Produce an exact copy of all the records.

(DATA TO USE begins)

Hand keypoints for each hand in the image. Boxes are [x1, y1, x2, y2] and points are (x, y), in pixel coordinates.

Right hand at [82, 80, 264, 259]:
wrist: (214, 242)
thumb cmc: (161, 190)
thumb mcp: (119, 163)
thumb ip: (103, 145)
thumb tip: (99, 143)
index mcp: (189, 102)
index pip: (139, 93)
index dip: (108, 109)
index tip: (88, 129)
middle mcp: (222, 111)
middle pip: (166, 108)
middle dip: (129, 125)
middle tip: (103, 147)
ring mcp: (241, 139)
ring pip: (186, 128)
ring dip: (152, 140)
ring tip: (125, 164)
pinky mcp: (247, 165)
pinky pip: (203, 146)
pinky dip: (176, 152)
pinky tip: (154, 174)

(DATA TO USE ends)

▶ **TASK ANSWER**
Hand keypoints for each hand in the image. Boxes are [x1, y1, x2, y2] and points are (x, y), in pixel coordinates.

Right hand at [82, 80, 264, 259]:
wrist: (214, 242)
thumb cmc: (161, 190)
thumb mcp: (119, 163)
thumb ip: (103, 145)
thumb tip: (99, 143)
index mcp: (189, 102)
index pip: (139, 93)
index dip: (108, 109)
index tip: (88, 129)
middle mcp: (222, 111)
middle pip: (166, 108)
middle dip: (129, 125)
middle tip: (103, 147)
ring mcp: (241, 139)
ring pip: (186, 128)
ring dip: (152, 140)
ring tip: (125, 164)
pinky mcp: (247, 165)
pinky pip: (203, 146)
pinky dip: (176, 152)
pinky tip: (154, 174)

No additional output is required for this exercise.